Das Hobby zum Beruf machen – wer träumt nicht davon? 
Über viele Jahre versuchte ich, im somatischen Klinikalltag, den Einsatz von Hunden, vor allem bei schwerstbetroffenen Menschen, zu ermöglichen. Erste Schritte in diesem Fachbereich konnten gemacht werden, eine grundlegende Umsetzung scheiterte leider am Thema Hygiene. Mit einem Wechsel, Oktober 2006, in die Forensik (Maßregelvollzug mit Suchtpatienten) kam ich meinem Traum ein ganzes Stück näher. Mittlerweile konnte ich ein Konzept für tiergestützte Arbeit in der Klinik entwickeln und einführen und drei Hunde meines Rudels finden regelmäßigen Einsatz.



Klinikkkonzept (.doc, 744 KB)


Nachwuchsstar Luigi und...

...das Projekt "Therapiehund-Ausbildung im Massregelvollzug von Welpenbeinen an"!
Da Rico aus gesundheitlichen Gründen nicht mehr in vollem Umfang Dienst machen kann, wurde das Team um einen jungen Mann erweitert:


Luigi, Border Collie (geb.

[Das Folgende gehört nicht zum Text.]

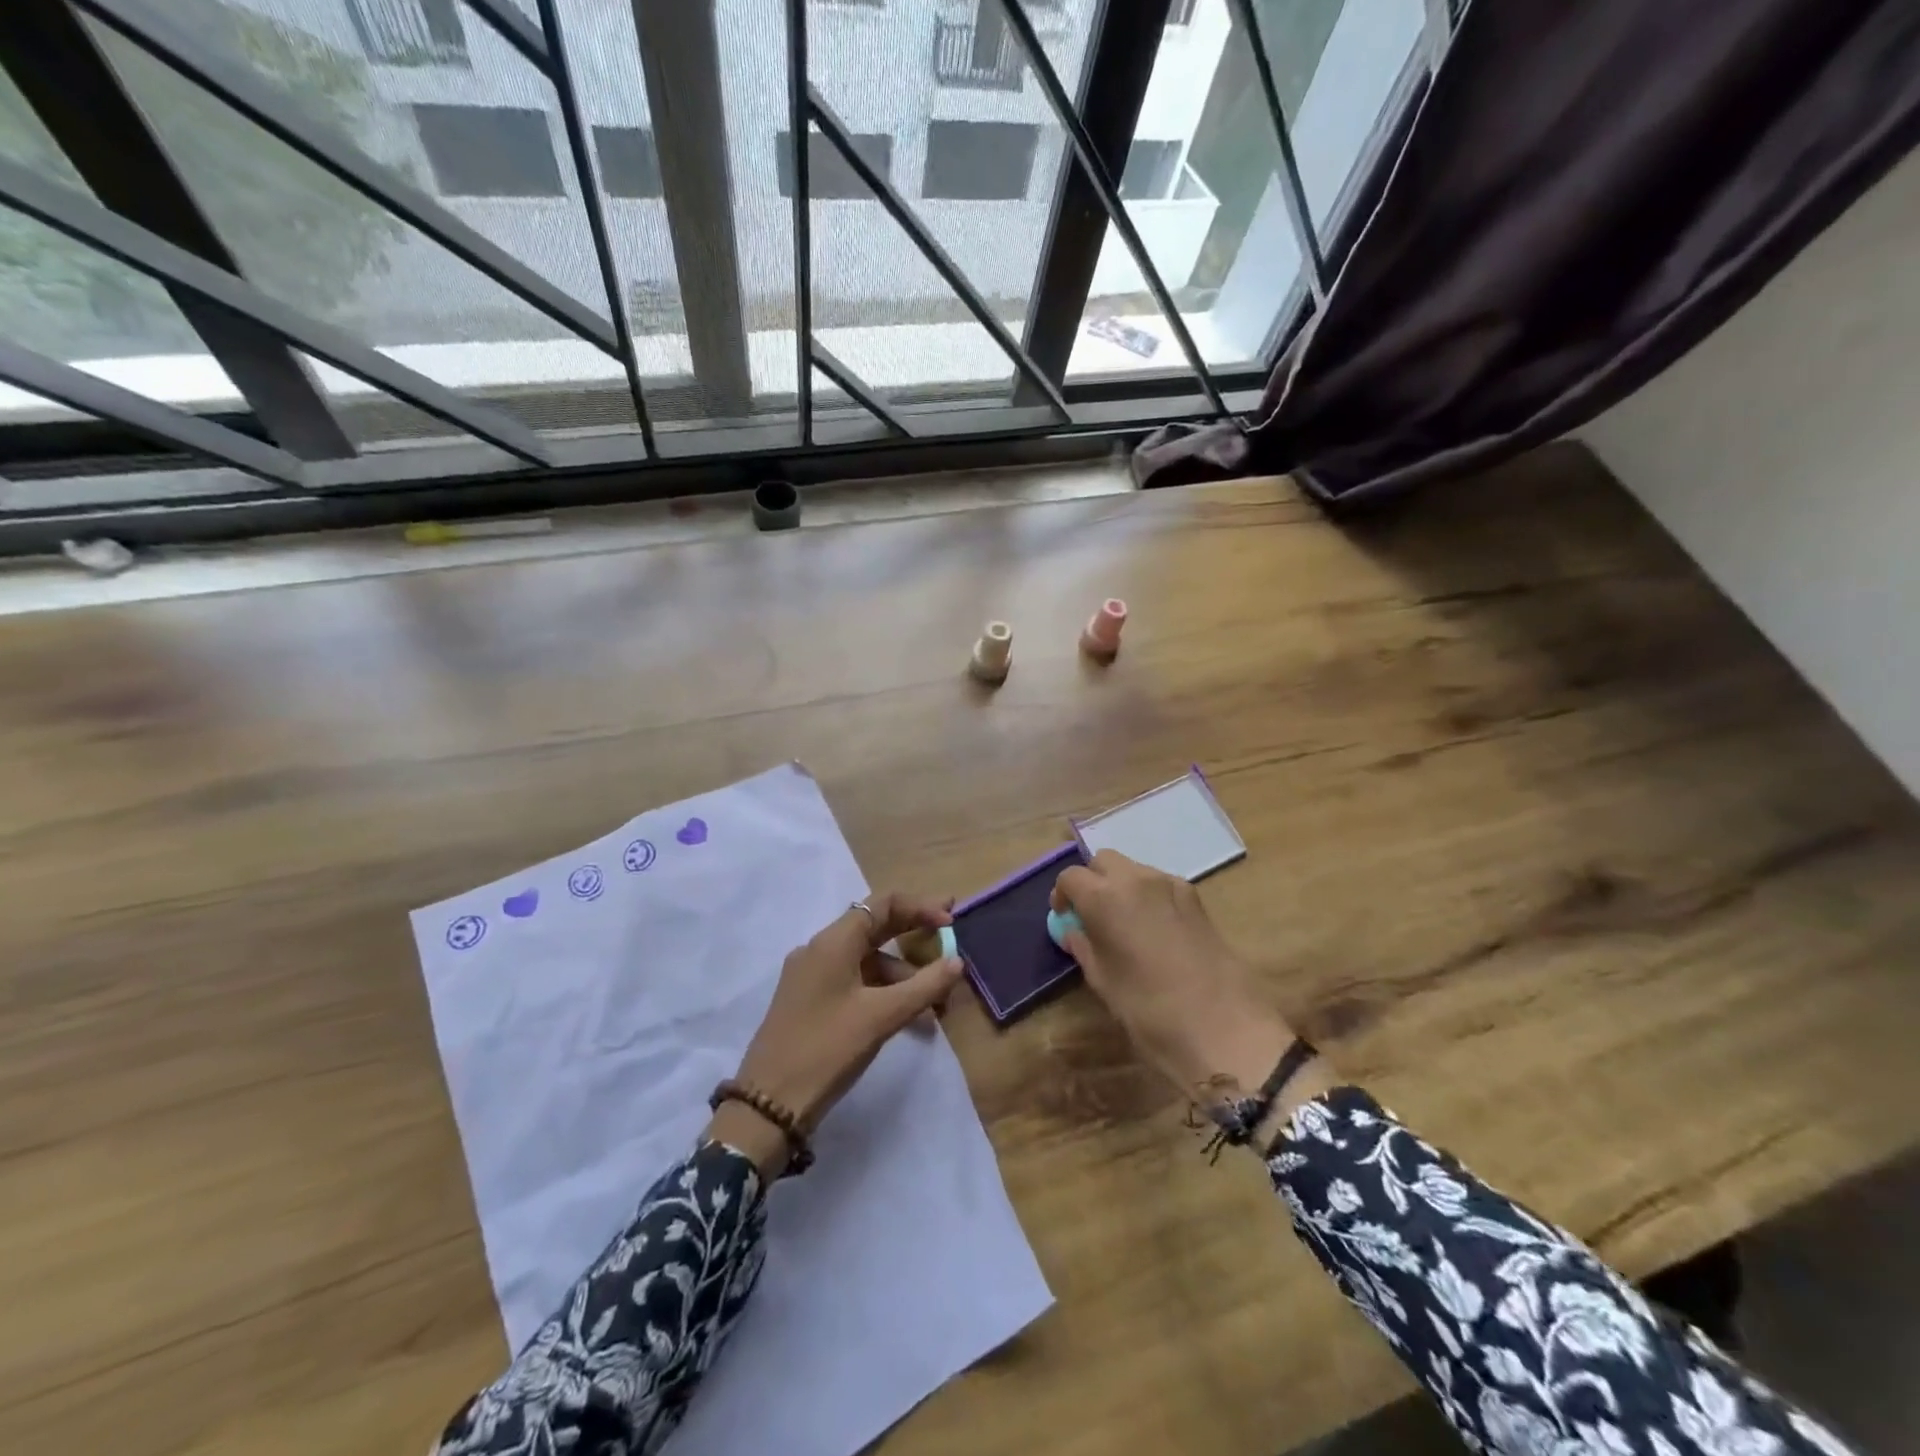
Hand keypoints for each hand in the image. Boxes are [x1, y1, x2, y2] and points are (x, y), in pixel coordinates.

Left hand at [709, 892, 963, 1178]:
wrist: (768, 1105)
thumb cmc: (827, 1050)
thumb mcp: (881, 1017)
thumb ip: (924, 986)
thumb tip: (958, 961)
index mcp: (833, 942)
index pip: (882, 904)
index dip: (920, 907)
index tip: (951, 920)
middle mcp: (820, 949)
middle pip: (874, 927)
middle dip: (914, 933)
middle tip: (950, 937)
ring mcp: (812, 976)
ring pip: (866, 960)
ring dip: (902, 973)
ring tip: (934, 1003)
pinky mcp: (810, 1000)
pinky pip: (854, 981)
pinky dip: (883, 991)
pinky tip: (907, 1017)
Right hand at [1052, 851, 1312, 1106]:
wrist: (1224, 1028)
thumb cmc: (1150, 1009)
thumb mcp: (1104, 982)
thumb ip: (1084, 947)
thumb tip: (1074, 931)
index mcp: (1105, 897)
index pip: (1071, 877)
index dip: (1063, 895)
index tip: (1065, 918)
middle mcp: (1137, 879)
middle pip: (1104, 861)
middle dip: (1093, 881)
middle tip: (1091, 915)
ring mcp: (1171, 885)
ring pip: (1135, 870)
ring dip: (1121, 886)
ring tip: (1124, 924)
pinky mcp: (1197, 899)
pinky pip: (1161, 885)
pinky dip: (1148, 896)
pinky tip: (1153, 931)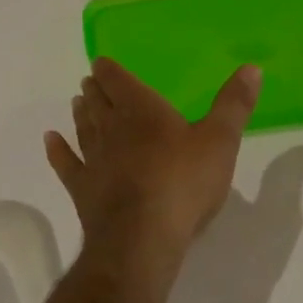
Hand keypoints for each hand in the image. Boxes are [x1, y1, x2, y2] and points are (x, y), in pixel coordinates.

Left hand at [46, 58, 261, 282]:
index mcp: (142, 110)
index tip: (100, 63)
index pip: (118, 80)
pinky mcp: (83, 191)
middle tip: (89, 82)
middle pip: (98, 102)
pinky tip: (50, 140)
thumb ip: (233, 104)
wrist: (142, 239)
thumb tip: (252, 67)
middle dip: (95, 91)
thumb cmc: (183, 183)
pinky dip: (57, 150)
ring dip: (80, 114)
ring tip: (75, 102)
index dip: (109, 70)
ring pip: (83, 128)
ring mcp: (94, 160)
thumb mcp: (220, 140)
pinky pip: (66, 165)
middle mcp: (112, 128)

Juni 2008) - kaum das Licht der Welt erblickt, waren seine beruflichen Wege geplant.
Bereits ab dem zarten Alter von 8 Wochen durfte Luigi seine ersten Erfahrungen in seinem späteren Einsatzgebiet sammeln. 
Mit knapp 6 Monaten quittierte er das erste Mal den Dienst - da es ihm viel wichtiger erschien, zuhause bei Chefin und den Brüdern zu bleiben...Mit knapp einem Jahr verloren wir ihn beinahe an einer Scaliborvergiftung...Ende 2010 wurde ihm von einem fremden Hund der halbe Oberschenkel skalpiert...Anfang Februar 2011 sorgte er für Furore durch einen verschluckten, großen Magneten im Magen...
 

Stand Frühjahr 2011:

Der kleine Prinz ist mittlerweile ein stattlicher junger Mann geworden.

Im Herbst 2010 stellte er mit der erfolgreich bestandenen Hundeführerscheinprüfung seine praktischen Fähigkeiten unter Beweis.

Was den klinischen Alltag erschwert, ist das Trauma gegenüber Männern, das er durch seine Beinahevergiftung und damit verbundenen Klinikaufenthalt über Tage, verknüpft und behalten hat. Das Betreten der Klinik ist für ihn stressbesetzt und er tritt die ersten Stunden auf Station sehr devot gegenüber Männern auf. Der Vorteil ist, daß übergriffiges Verhalten schnell transparent und demjenigen unmissverständlich gespiegelt wird - dauerhaft macht ein Einsatz auf Station derzeit keinen Sinn.

Im Aussenbereich und vor allem bei der Freizeitbegleitung zeigt sich das Problem überhaupt nicht. Hier kommen ausschließlich die Vorteile der Frühprägung zum Tragen: hohe Kontakt- und Spielmotivation, gesunde Reiz- und Frustrationstoleranz, umweltsicher.

Es drängt nichts, die Zeit durch die stellvertretende Stationsleitung ist derzeit knapp.

Vorrangig wird Luigi momentan weiter für Spezialgebiete ausgebildet.